For a Good Time, Call... est le lieu de toutes les premières. Premier long métrage de Jamie Travis, premier rôle principal pour Ari Graynor, premier scénario porté à l'écran pour Katie Anne Naylon et Lauren Anne Miller. Rencontre avec un quatuor qui n'a pas qu'un fil téléphonique comme corde à son arc.

«Vous ne pouvez pas laisser un hétéro réaliser ce film.» Les mots ont jailli de la bouche de Jamie Travis, et ils sont maintenant un détour obligé lors des entrevues qu'il enchaîne à quelques jours de la sortie de For a Good Time, Call...
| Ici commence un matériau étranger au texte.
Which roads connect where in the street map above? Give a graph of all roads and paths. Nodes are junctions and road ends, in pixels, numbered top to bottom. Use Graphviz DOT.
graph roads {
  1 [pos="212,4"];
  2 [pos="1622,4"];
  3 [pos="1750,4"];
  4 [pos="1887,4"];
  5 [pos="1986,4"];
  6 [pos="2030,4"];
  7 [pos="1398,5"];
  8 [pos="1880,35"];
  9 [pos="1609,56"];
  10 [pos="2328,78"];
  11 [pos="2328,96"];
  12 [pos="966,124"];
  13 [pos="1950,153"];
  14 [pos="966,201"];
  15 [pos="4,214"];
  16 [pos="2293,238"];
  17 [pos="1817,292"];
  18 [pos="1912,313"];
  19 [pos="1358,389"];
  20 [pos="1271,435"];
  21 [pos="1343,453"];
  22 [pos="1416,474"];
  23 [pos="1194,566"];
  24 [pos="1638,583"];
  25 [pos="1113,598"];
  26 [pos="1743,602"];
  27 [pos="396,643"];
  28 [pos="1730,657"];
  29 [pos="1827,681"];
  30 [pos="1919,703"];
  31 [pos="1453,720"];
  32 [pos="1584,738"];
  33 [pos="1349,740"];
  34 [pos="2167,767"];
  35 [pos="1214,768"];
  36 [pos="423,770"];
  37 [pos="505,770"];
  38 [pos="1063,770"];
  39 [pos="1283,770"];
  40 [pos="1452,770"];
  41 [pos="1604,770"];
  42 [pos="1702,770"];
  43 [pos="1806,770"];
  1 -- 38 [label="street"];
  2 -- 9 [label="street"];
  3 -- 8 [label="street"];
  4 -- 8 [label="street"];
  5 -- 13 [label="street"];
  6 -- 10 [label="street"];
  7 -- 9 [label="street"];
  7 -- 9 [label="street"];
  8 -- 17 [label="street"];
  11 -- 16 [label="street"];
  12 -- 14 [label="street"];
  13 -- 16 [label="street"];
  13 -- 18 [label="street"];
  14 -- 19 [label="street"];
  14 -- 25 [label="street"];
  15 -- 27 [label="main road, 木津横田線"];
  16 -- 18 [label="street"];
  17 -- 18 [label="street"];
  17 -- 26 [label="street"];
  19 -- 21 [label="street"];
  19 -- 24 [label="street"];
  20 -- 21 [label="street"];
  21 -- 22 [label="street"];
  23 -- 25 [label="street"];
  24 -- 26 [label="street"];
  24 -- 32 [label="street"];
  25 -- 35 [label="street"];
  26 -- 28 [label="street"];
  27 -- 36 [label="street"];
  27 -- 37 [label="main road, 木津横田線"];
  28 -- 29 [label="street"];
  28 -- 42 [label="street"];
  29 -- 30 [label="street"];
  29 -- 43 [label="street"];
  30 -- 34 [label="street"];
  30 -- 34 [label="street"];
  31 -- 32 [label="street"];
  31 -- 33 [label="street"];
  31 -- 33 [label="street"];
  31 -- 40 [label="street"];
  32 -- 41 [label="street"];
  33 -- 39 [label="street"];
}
Rencontré à Toronto, le réalisateur canadien qui s'est fait connaître par ses courts métrages (The Saddest Boy in the World) assume ses propos en riant: «Je ne suis habituellement pas aussi confiant. C'est le discours du gars qui voulait vraiment avoir le job.» Il nuance toutefois: «Je ne dis pas qu'un hétéro n'aurait pas été capable de faire du bon boulot, mais je savais que je pouvais en faire de l'excellent. J'ai lu ce scénario et je le comprenais; je comprenais les femmes qu'on y croise parce que je connais ces femmes-là. Et en tant que réalisateur gai, à mon sens, j'avais la bonne distance pour porter cette histoire à l'écran.»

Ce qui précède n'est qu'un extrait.